_What to do_
Omit the pictures, but give back every entry below exactly as written.

_Records for processing_

┌──

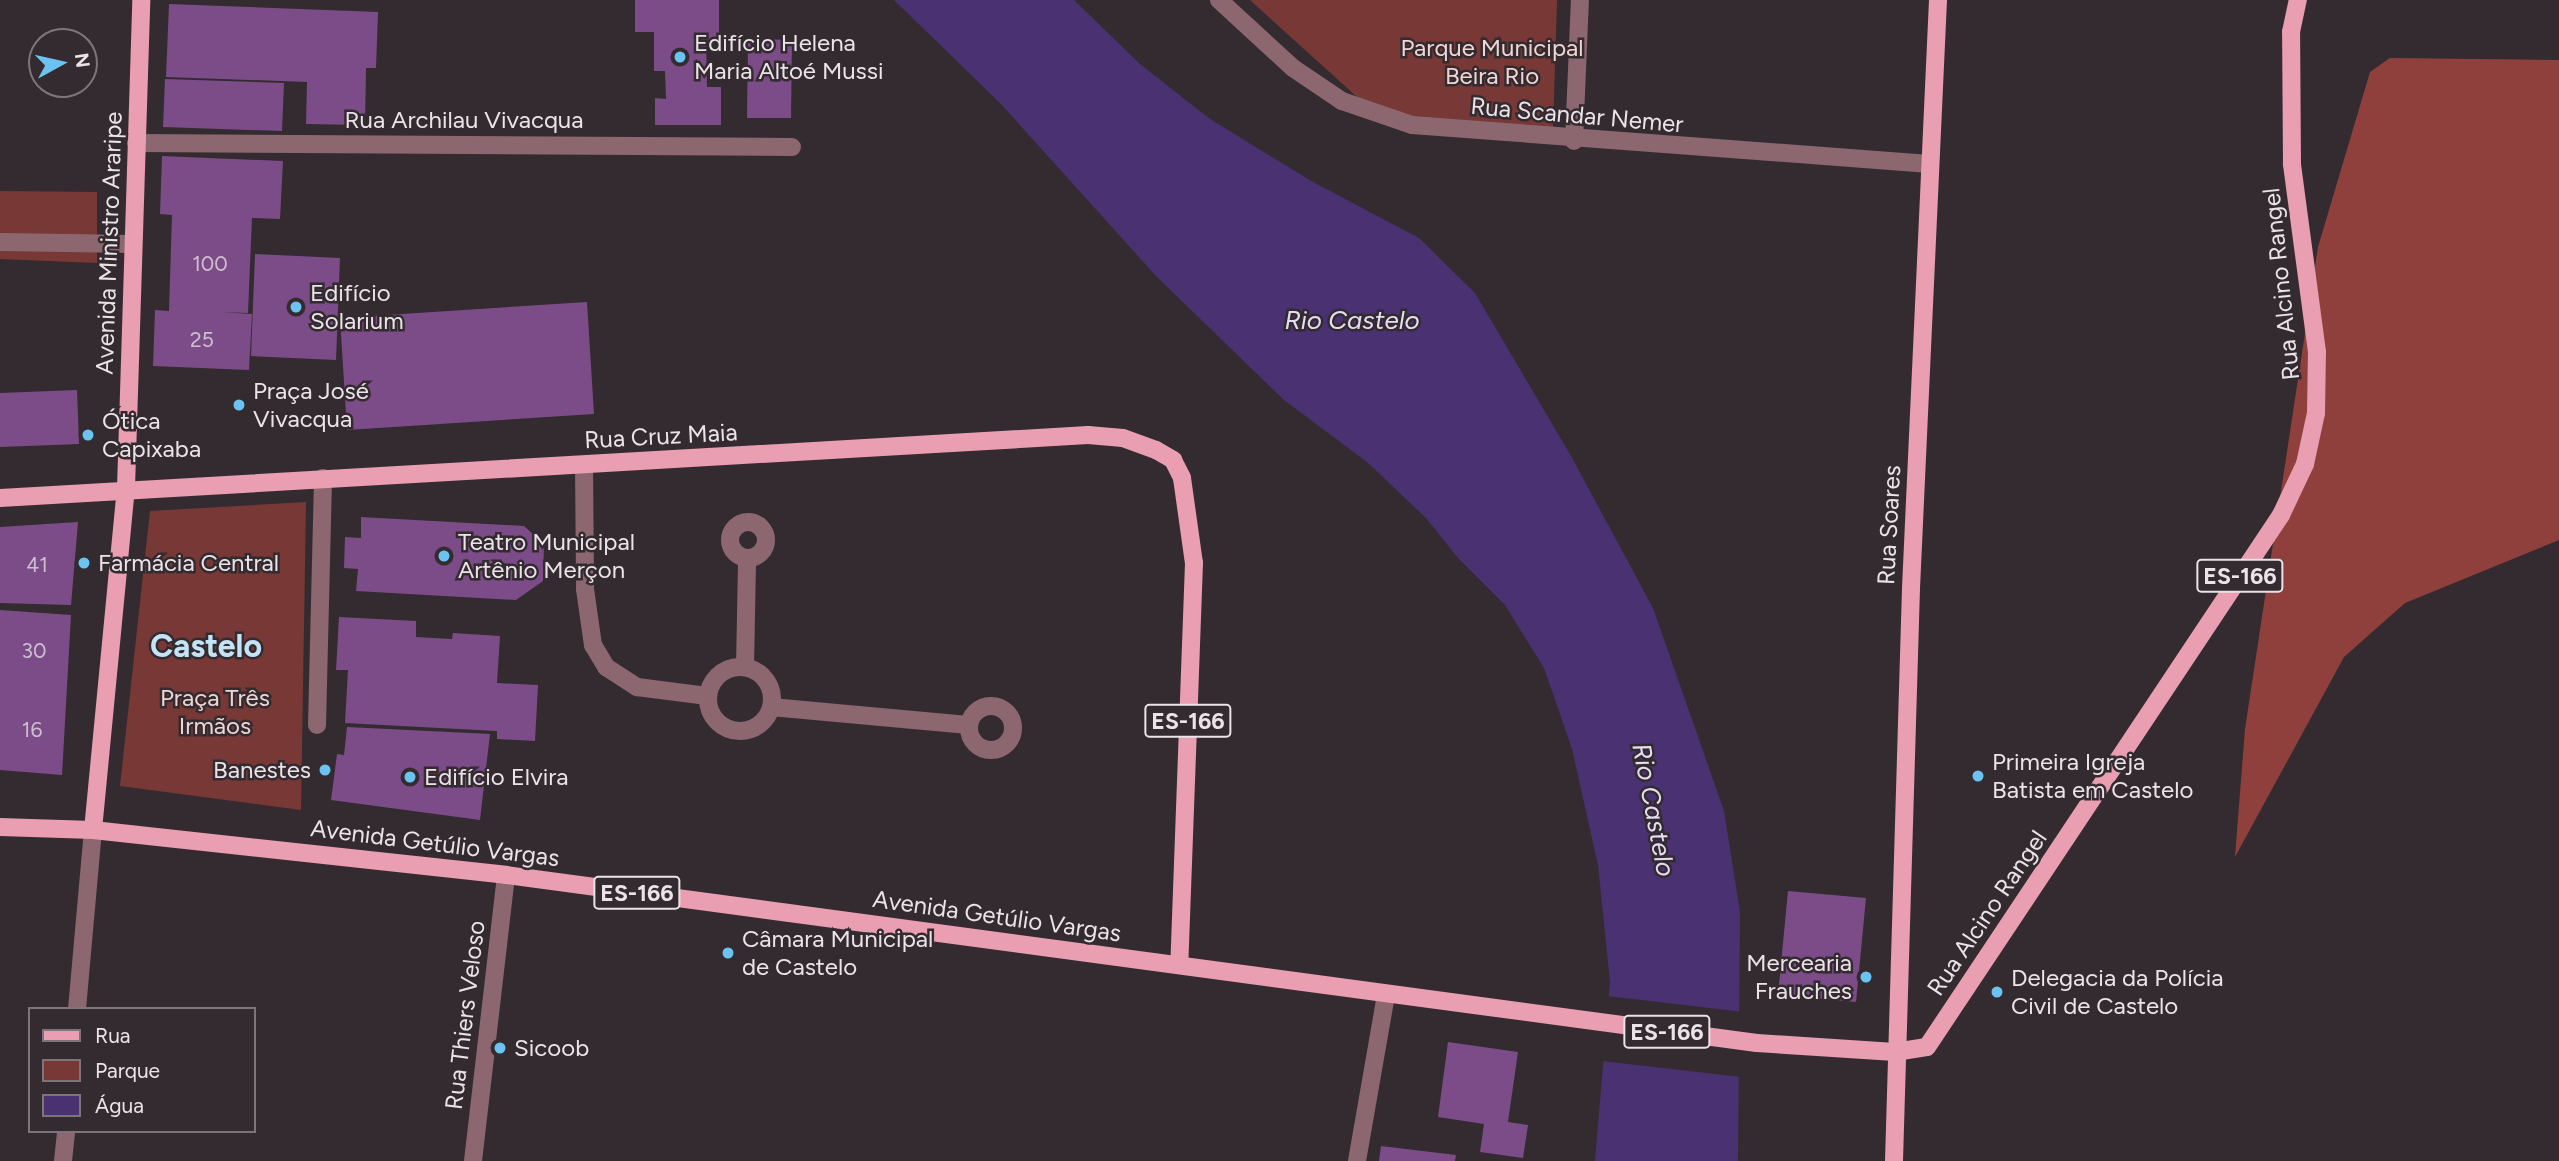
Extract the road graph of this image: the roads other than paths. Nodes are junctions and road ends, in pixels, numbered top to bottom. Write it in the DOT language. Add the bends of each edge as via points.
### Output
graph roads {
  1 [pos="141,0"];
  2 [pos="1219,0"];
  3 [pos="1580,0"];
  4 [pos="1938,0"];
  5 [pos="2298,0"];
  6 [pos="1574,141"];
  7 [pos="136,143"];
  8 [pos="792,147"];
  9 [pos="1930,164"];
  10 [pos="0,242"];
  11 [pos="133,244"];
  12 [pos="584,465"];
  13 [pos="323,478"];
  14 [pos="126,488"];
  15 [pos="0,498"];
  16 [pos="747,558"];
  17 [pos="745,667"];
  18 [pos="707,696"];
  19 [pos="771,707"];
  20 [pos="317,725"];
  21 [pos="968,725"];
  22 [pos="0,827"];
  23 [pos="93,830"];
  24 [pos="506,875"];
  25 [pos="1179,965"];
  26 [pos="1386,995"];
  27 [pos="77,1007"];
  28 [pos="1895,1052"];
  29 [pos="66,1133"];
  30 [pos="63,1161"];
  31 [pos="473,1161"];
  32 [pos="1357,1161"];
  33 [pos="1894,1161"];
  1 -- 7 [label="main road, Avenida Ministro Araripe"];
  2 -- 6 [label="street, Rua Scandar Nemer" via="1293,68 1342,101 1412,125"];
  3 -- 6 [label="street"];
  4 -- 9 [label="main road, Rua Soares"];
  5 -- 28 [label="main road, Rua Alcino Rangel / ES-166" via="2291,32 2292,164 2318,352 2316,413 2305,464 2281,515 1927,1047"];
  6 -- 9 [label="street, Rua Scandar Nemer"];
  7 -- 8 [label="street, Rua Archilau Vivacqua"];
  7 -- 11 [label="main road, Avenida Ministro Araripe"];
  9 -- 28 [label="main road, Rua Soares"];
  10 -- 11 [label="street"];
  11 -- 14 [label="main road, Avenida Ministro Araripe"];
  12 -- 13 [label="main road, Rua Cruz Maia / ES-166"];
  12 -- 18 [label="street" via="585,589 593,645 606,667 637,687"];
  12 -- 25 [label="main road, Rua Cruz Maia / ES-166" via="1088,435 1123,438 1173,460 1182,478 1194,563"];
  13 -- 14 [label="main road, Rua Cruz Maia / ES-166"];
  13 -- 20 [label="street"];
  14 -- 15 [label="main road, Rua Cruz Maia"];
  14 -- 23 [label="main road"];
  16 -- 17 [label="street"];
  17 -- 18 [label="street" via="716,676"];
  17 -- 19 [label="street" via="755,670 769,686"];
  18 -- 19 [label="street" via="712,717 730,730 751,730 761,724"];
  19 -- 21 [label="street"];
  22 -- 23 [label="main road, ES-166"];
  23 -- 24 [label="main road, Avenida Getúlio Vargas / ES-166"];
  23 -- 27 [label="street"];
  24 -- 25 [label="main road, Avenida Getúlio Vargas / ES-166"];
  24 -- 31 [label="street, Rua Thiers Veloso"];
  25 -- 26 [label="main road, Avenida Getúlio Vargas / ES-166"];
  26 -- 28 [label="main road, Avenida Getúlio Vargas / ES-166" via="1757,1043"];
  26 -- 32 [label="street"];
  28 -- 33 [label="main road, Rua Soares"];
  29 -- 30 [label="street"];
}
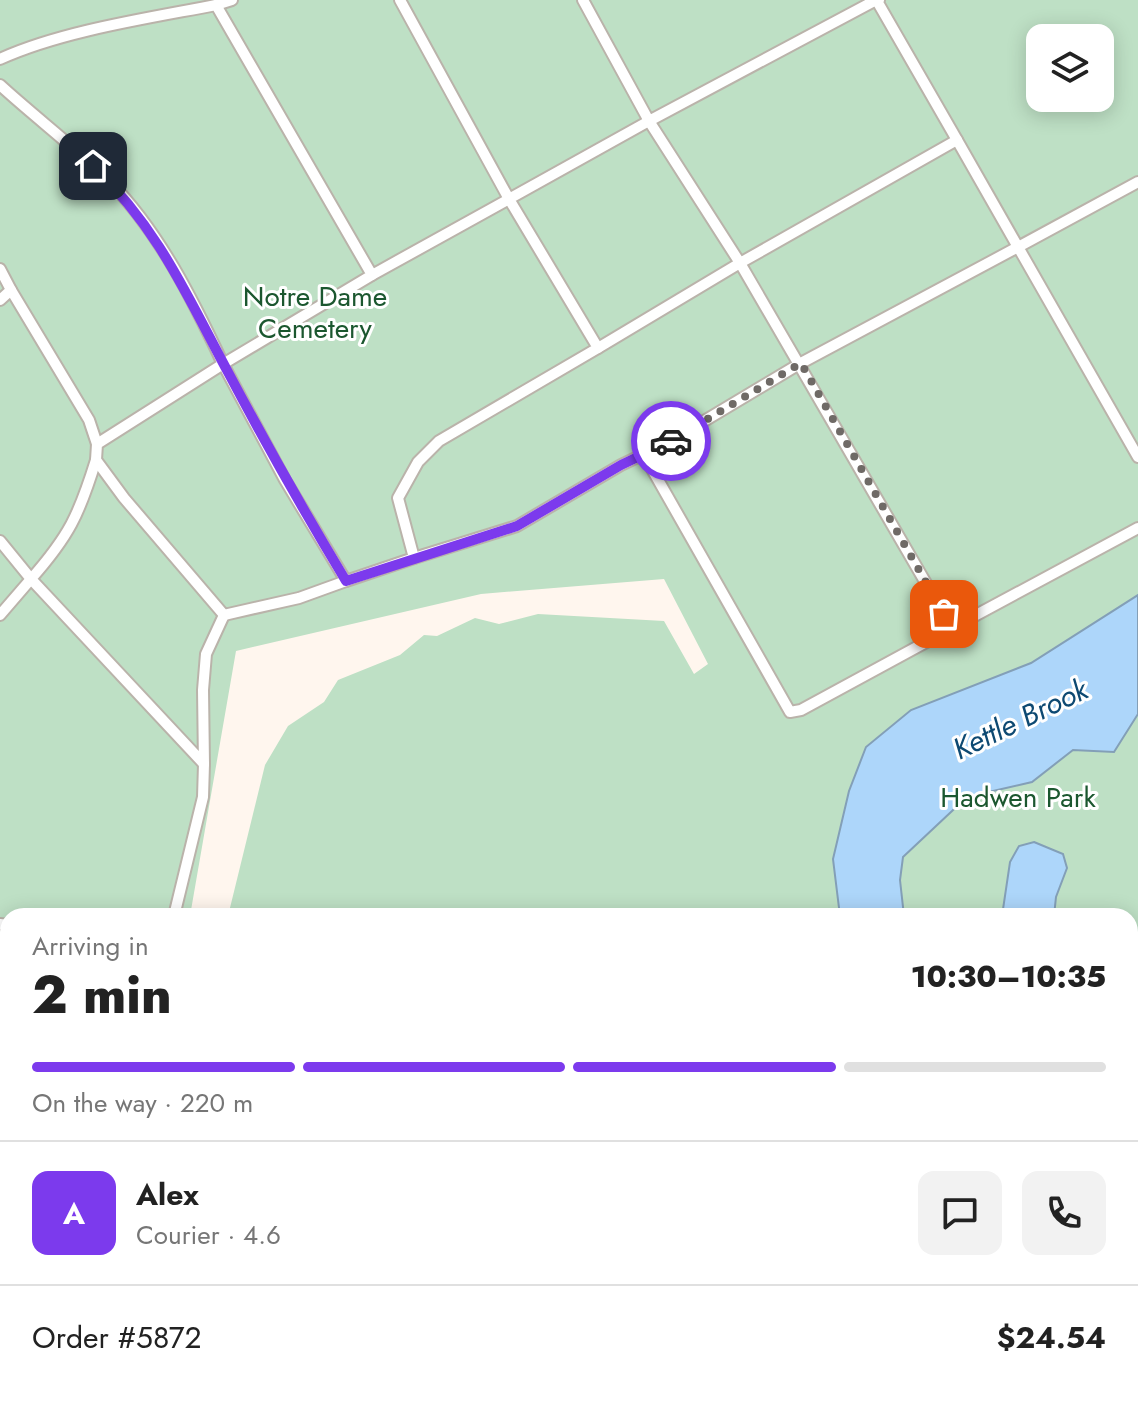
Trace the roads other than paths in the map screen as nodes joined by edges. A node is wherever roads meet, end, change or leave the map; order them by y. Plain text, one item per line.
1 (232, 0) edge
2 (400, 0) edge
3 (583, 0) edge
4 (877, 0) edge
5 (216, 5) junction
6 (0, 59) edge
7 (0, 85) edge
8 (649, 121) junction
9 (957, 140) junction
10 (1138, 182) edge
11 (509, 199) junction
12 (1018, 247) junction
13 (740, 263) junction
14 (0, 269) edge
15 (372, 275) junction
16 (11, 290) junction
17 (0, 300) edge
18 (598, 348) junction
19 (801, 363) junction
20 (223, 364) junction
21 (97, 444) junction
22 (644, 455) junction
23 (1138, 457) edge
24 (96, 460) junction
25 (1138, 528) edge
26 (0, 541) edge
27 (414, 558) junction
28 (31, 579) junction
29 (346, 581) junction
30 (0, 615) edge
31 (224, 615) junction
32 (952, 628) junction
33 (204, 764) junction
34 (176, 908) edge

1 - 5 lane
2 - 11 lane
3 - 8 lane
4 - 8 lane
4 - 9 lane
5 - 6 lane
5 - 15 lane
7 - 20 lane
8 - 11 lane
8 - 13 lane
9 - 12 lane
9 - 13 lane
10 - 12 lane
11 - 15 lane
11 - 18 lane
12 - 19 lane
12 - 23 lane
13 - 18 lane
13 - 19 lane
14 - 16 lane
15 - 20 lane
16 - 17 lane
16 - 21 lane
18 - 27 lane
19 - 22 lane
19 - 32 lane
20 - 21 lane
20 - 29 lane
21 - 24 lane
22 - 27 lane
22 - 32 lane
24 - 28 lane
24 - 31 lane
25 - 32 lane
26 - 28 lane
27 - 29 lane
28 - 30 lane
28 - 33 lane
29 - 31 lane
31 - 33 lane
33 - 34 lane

└──

_Solved problem_
Extract the road graph of this image: the roads other than paths. Nodes are junctions and road ends, in pixels, numbered top to bottom. Write it in the DOT language. Add the bends of each edge as via points.
### Output
graph roads {
  1 [pos="141,0"];
  2 [pos="1219,0"];
  3 [pos="1580,0"];
  4 [pos="1938,0"];
  5 [pos="2298,0"];
  6 [pos="1574,141"];
  7 [pos="136,143"];
  8 [pos="792,147"];
  9 [pos="1930,164"];
  10 [pos="0,242"];
  11 [pos="133,244"];
  12 [pos="584,465"];
  13 [pos="323,478"];
  14 [pos="126,488"];
  15 [pos="0,498"];
  16 [pos="747,558"];
  17 [pos="745,667"];
  18 [pos="707,696"];
  19 [pos="771,707"];
  20 [pos="317,725"];
  21 [pos="968,725"];
  22 [pos="0,827"];
  23 [pos="93,830"];
  24 [pos="506,875"];
  25 [pos="1179,965"];
  26 [pos="1386,995"];
  27 [pos="77,1007"];
  28 [pos="1895,1052"];
  29 [pos="66,1133"];
  30 [pos="63,1161"];
  31 [pos="473,1161"];
  32 [pos="1357,1161"];
  33 [pos="1894,1161"];
  1 -- 7 [label="main road, Avenida Ministro Araripe"];
  2 -- 6 [label="street, Rua Scandar Nemer" via="1293,68 1342,101 1412,125"];
  3 -- 6 [label="street"];
  4 -- 9 [label="main road, Rua Soares"];
  5 -- 28 [label="main road, Rua Alcino Rangel / ES-166" via="2291,32 2292,164 2318,352 2316,413 2305,464 2281,515 1927,1047"];
  6 -- 9 [label="street, Rua Scandar Nemer"];
  7 -- 8 [label="street, Rua Archilau Vivacqua"];
  7 -- 11 [label="main road, Avenida Ministro Araripe"];
  9 -- 28 [label="main road, Rua Soares"];
  10 -- 11 [label="street"];
  11 -- 14 [label="main road, Avenida Ministro Araripe"];
  12 -- 13 [label="main road, Rua Cruz Maia / ES-166"];
  12 -- 18 [label="street" via="585,589 593,645 606,667 637,687"];
  12 -- 25 [label="main road, Rua Cruz Maia / ES-166" via="1088,435 1123,438 1173,460 1182,478 1194,563"];
  13 -- 14 [label="main road, Rua Cruz Maia / ES-166"];
  13 -- 20 [label="street"];
  14 -- 15 [label="main road, Rua Cruz Maia"];
  14 -- 23 [label="main road"];
  16 -- 17 [label="street"];
  17 -- 18 [label="street" via="716,676"];
  17 -- 19 [label="street" via="755,670 769,686"];
  18 -- 19 [label="street" via="712,717 730,730 751,730 761,724"];
  19 -- 21 [label="street"];
  22 -- 23 [label="main road, ES-166"];
  23 -- 24 [label="main road, Avenida Getúlio Vargas / ES-166"];
  23 -- 27 [label="street"];
  24 -- 25 [label="main road, Avenida Getúlio Vargas / ES-166"];
  24 -- 31 [label="street, Rua Thiers Veloso"];
  25 -- 26 [label="main road, Avenida Getúlio Vargas / ES-166"];
  26 -- 28 [label="main road, Avenida Getúlio Vargas / ES-166" via="1757,1043"];
  26 -- 32 [label="street"];
  28 -- 33 [label="main road, Rua Soares"];
  29 -- 30 [label="street"];
}
Trace the roads other than paths in the map screen as nodes joined by edges. A node is wherever roads meet, end, change or leave the map; order them by y. Plain text, one item per line.
1 (232, 0) edge
2 (400, 0) edge
3 (583, 0) edge
4 (877, 0) edge
5 (216, 5) junction
6 (0, 59) edge
7 (0, 85) edge
8 (649, 121) junction
9 (957, 140) junction
10 (1138, 182) edge
11 (509, 199) junction
12 (1018, 247) junction
13 (740, 263) junction
14 (0, 269) edge
15 (372, 275) junction
16 (11, 290) junction
17 (0, 300) edge
18 (598, 348) junction
19 (801, 363) junction
20 (223, 364) junction
21 (97, 444) junction
22 (644, 455) junction
23 (1138, 457) edge
24 (96, 460) junction
25 (1138, 528) edge
26 (0, 541) edge
27 (414, 558) junction
28 (31, 579) junction
29 (346, 581) junction
30 (0, 615) edge
31 (224, 615) junction
32 (952, 628) junction
33 (204, 764) junction
34 (176, 908) edge

1 - 5 lane
2 - 11 lane
3 - 8 lane
4 - 8 lane
4 - 9 lane
5 - 6 lane
5 - 15 lane
7 - 20 lane
8 - 11 lane
8 - 13 lane
9 - 12 lane
9 - 13 lane
10 - 12 lane
11 - 15 lane
11 - 18 lane
12 - 19 lane
12 - 23 lane
13 - 18 lane
13 - 19 lane
14 - 16 lane
15 - 20 lane
16 - 17 lane
16 - 21 lane
18 - 27 lane
19 - 22 lane
19 - 32 lane
20 - 21 lane
20 - 29 lane
21 - 24 lane
22 - 27 lane
22 - 32 lane
24 - 28 lane
24 - 31 lane
25 - 32 lane
26 - 28 lane
27 - 29 lane
28 - 30 lane
28 - 33 lane
29 - 31 lane
31 - 33 lane
33 - 34 lane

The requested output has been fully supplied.